Homes priced right first time find a buyer in around five weeks, while overpriced homes take three months longer, and new LRG research shows what buyers are looking for.

The Bank of England’s latest decision to hold interest rates is welcome news for buyers and sellers, providing greater stability and confidence for those considering a move this summer. However, for anyone buying or selling a home, the figure that matters most is still the asking price. Homes priced right from the start are finding buyers in around five weeks, 36 days on average, according to Rightmove’s May House Price Index. While those that launch too high and later reduce take 127 days, a full three months longer.

New research from LRG shows why. Buyers are committed, but selective: asked what would stop them making an offer, 56% named a home being overpriced for the property or area – comfortably the biggest dealbreaker, ahead of major work needed (42%) and damp or structural problems (35%). The findings come from LRG’s Sales Report Summer 2026, a survey of more than 700 buyers and sellers across the market, from first-time buyers to downsizers.

National data also shows the cost of starting too high.

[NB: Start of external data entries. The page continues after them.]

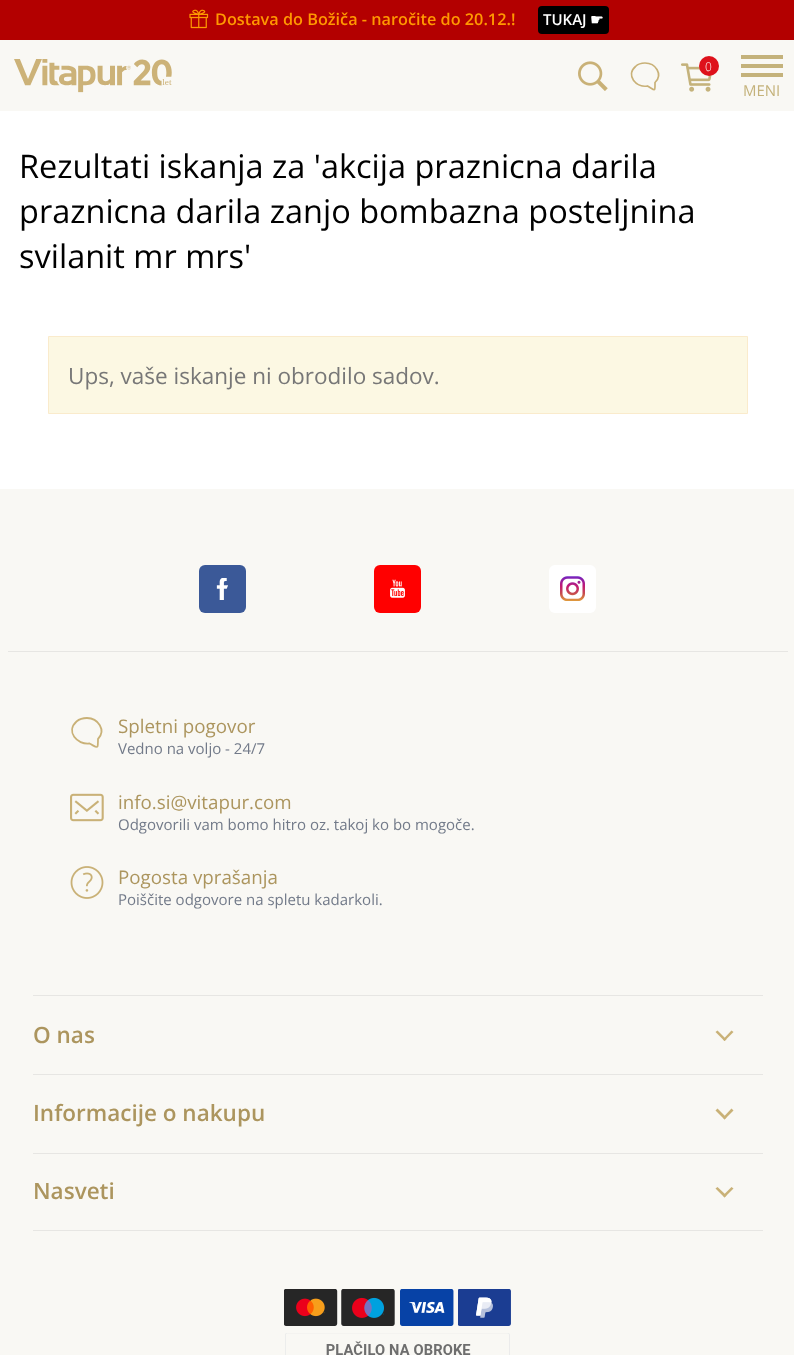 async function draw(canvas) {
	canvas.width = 794;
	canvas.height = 1355;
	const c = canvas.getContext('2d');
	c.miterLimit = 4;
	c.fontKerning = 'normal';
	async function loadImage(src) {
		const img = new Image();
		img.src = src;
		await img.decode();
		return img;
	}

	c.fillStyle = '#fff';
	c.fillRect(0, 0, 794, 1355);
	c.fillStyle = '#b30000';
	c.fillRect(0, 0, 794, 40);
	c.drawImage(await loadImage('img1.png'), 189, 9, 20, 20);
	c.font = '600 16.25px Open Sans';
	c.fillStyle = '#ff9800';
	c.fillText('Dostava do Božiča - naročite do 20.12.!', 215, 25);
	c.fillStyle = '#000';
	c.beginPath();
	c.roundRect(538, 6, 71, 28, 4);
	c.fill();
	c.font = '600 15px Open Sans';
	c.fillStyle = '#fff';
	c.fillText('TUKAJ', 543, 25);
	c.font = 'bold 15px DejaVu Sans';
	c.fillText('☛', 590, 25);
	c.fillStyle = '#f9f8f4';
	c.fillRect(0, 40, 794, 71);
	c.drawImage(await loadImage('img2.png'), 14, 59, 158, 34);
	c.drawImage(await loadImage('img3.png'), 578, 61, 30, 30);
	c.beginPath();
	c.moveTo(645, 63);
	c.bezierCurveTo(641.5, 63, 638, 64, 635.5, 66.5);
	c.bezierCurveTo(625.5, 75, 636, 88, 647.5, 86);
	c.bezierCurveTo(655.5, 90.5, 655, 92.5, 655, 82.5);
	c.bezierCurveTo(663.5, 74.5, 655.5, 63, 645, 63);
	c.closePath();
	c.strokeStyle = '#c9b177';
	c.lineWidth = 1.7;
	c.stroke();
	c.drawImage(await loadImage('img4.png'), 681, 63, 31, 29);
	c.fillStyle = '#de111b';
	c.beginPath();
	c.arc(709, 66, 10, 0, 2 * Math.PI);
	c.fill();
	c.font = '300 12px Open Sans';
	c.fillStyle = '#fff';
	c.fillText('0', 705, 71);
	for (const [x, y, w, h, color] of [
		[741, 55, 42, 4, '#c4b27b'],
		[741, 64, 42, 4, '#c4b27b'],
		[741, 73, 42, 4, '#c4b27b'],
	]) {
		c.fillStyle = color;
		c.fillRect(x, y, w, h);
	}
	c.font = '15px Open Sans';
	c.fillText('MENI', 743, 96);
	c.font = '32.5px Open Sans';
	c.fillStyle = '#000';
	for (const [text, x, y] of [
		['Rezultati iskanja za \'akcija praznicna darila', 19, 178],
		['praznicna darila zanjo bombazna posteljnina', 19, 223],
		['svilanit mr mrs\'', 19, 268],
	]) {
		c.fillText(text, x, y);
	}
	c.fillStyle = '#fcf8e3';
	c.beginPath();
	c.rect(48.5, 336.5, 699, 77);
	c.fill();
	c.strokeStyle = '#faebcc';
	c.lineWidth = 1;
	c.stroke();
	c.font = '22.5px Open Sans';
	c.fillStyle = '#777';
	c.fillText('Ups, vaše iskanje ni obrodilo sadov.', 68, 384);
	c.fillStyle = '#f9f8f4';
	c.fillRect(0, 489, 794, 866);
	c.fillStyle = '#e7e6e3';
	c.fillRect(8, 651, 780, 1);
	c.fillStyle = '#3b5998';
	c.beginPath();
	c.roundRect(199, 565, 47, 48, 6);
	c.fill();
	c.drawImage(await loadImage('img5.png'), 216, 578, 12, 22);
	c.fillStyle = '#f00';
	c.beginPath();
	c.roundRect(374, 565, 47, 48, 6);
	c.fill();
	c.drawImage(await loadImage('img6.png'), 390, 579, 15, 19);
	c.fillStyle = '#fff';
	c.beginPath();
	c.roundRect(549, 565, 47, 48, 6);
	c.fill();
	c.drawImage(await loadImage('img7.png'), 560, 576, 25, 25);
	c.beginPath();
	c.moveTo(87, 718);
	c.bezierCurveTo(83, 718, 79.5, 719, 76.5, 721.5);
	c.bezierCurveTo(65.5, 731.5, 77, 745, 89.5, 743.5);
	c.bezierCurveTo(98, 748, 98, 750, 98, 739);
	c.bezierCurveTo(106.5, 730.5, 98, 718, 87, 718);
	c.closePath();
	c.strokeStyle = '#c9b177';
	c.lineWidth = 1.8;
	c.stroke();
	c.font = '18.75px Open Sans';
	c.fillStyle = '#ac955e';
	c.fillText('Spletni pogovor', 118, 733);
	c.font = '15px Open Sans';
	c.fillStyle = '#727a89';
	c.fillText('Vedno na voljo - 24/7', 118, 754);
	c.drawImage(await loadImage('img8.png'), 70, 793, 34, 29);
	c.font = '18.75px Open Sans';
	c.fillStyle = '#ac955e';
	c.fillText('info.si@vitapur.com', 118, 809);
	c.font = '15px Open Sans';
	c.fillStyle = '#727a89';
	c.fillText('Odgovorili vam bomo hitro oz. takoj ko bo mogoče.', 118, 830);
	c.drawImage(await loadImage('img9.png'), 70, 866, 34, 33);
	c.font = '18.75px Open Sans';
	c.fillStyle = '#ac955e';
	c.fillText('Pogosta vprašanja', 118, 884);
	c.font = '15px Open Sans';
	c.fillStyle = '#727a89';
	c.fillText('Poiščite odgovore na spletu kadarkoli.', 118, 905);
	c.fillStyle = '#e7e6e3';
	c.fillRect(33, 995, 730, 1);
	c.fillRect(33, 1074, 730, 1);
	c.font = '600 22.5px Open Sans';
	c.fillStyle = '#ac955e';
	c.fillText('O nas', 33, 1043);
	c.fillStyle = '#c9b177';
	c.beginPath();
	c.moveTo(731.5, 1030.5);
	c.lineTo(733.5, 1032);
	c.lineTo(724.5, 1041);
	c.lineTo(723, 1039.5);
	c.closePath();
	c.fill();
	c.beginPath();
	c.moveTo(717.5, 1030.5);
	c.lineTo(726.5, 1039.5);
	c.lineTo(724.5, 1041);
	c.lineTo(715.5, 1032);
	c.closePath();
	c.fill();
	c.fillStyle = '#e7e6e3';
	c.fillRect(33, 1153, 730, 1);
	c.fillStyle = '#ac955e';
	c.fillText('Informacije o nakupu', 33, 1121);
	c.fillStyle = '#c9b177';
	c.beginPath();
	c.moveTo(731.5, 1108.5);
	c.lineTo(733.5, 1110.5);
	c.lineTo(724.5, 1119.5);
	c.lineTo(723, 1117.5);
	c.closePath();
	c.fill();
	c.beginPath();
	c.moveTo(717.5, 1108.5);
	c.lineTo(726.5, 1117.5);
	c.lineTo(724.5, 1119.5);
	c.lineTo(715.5, 1110.5);
	c.closePath();
	c.fill();
	c.fillStyle = '#e7e6e3';
	c.fillRect(33, 1230, 730, 1);
	c.fillStyle = '#ac955e';
	c.fillText('Nasveti', 33, 1199);
	c.fillStyle = '#c9b177';
	c.beginPath();
	c.moveTo(731.5, 1187);
	c.lineTo(733.5, 1188.5);
	c.lineTo(724.5, 1197.5);
	c.lineTo(723, 1195.5);
	c.closePath();
	c.fill();
	c.beginPath();
	c.moveTo(717.5, 1187);
	c.lineTo(726.5, 1195.5);
	c.lineTo(724.5, 1197.5);
	c.lineTo(715.5, 1188.5);
	c.closePath();
	c.fill();
	c.drawImage(await loadImage('img10.png'), 284, 1289, 54, 37);
	c.drawImage(await loadImage('img11.png'), 341, 1289, 54, 37);
	c.drawImage(await loadImage('img12.png'), 400, 1289, 54, 37);
	c.drawImage(await loadImage('img13.png'), 458, 1289, 53, 37);
	c.drawImage(await loadImage('img14.png'), 285, 1333, 225, 22);
}

draw(document.querySelector('canvas'));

Zoopla research published in May found that 44% of homes listed over the past three years failed to sell, and a third of those sellers admitted, with hindsight, that they had priced too ambitiously. Nationally, almost a third of homes currently for sale have had a price reduction, according to Rightmove.

“Buyers can check what comparable homes actually sold for in a couple of minutes, and they do,” says Neil Louth, Group Executive Director of LRG and CEO of The Acorn Group. “Nowhere is that more evident than in London, one of the most price-sensitive markets in the country. A home that launches at the right figure attracts viewings in its first fortnight, when interest is at its peak. One priced to ‘leave room for negotiation’ often sits unsold, and the longer it sits, the harder that conversation becomes.

“The Bank of England’s decision to hold rates is another positive signal for the market. It gives buyers confidence to commit and supports the increasingly competitive mortgage market we are seeing from lenders. However, regardless of where rates sit, the fundamentals remain the same. Realistically priced homes are selling, and they’re selling well. This is a market that rewards getting it right first time.”

Sellers themselves agree, often with hindsight. Looking back on their sale, more than a third (35%) said getting the price right from day one mattered more than they had expected.

That makes professional advice on pricing the most valuable preparation a seller can do. LRG’s research found more than three-quarters of sellers (77%) priced on an agent’s valuation – 48% on a single valuation and 29% after comparing several – while only 2% relied on gut feeling.

“The strongest starting point is a professional valuation based on what similar nearby homes have actually sold for, not what they were listed at,” explains Neil. Buyers in the survey put it more bluntly. Asked what they wished sellers would do, their advice included “get real on price” and “put an actual price, not ‘offers over’”.

“The decision to keep rates unchanged should help support market confidence,” concludes Neil. “Stability gives buyers reassurance when making long-term financial commitments and provides sellers with confidence that demand remains supported. We are already seeing lenders competing hard for business, with new mortgage products being launched and rates becoming increasingly competitive as lenders position themselves for improved market activity.

“Buyers are active, lenders are competing hard for business and there is positive momentum across the market. The homes that succeed this summer will be the ones launched at a figure buyers can justify from day one.”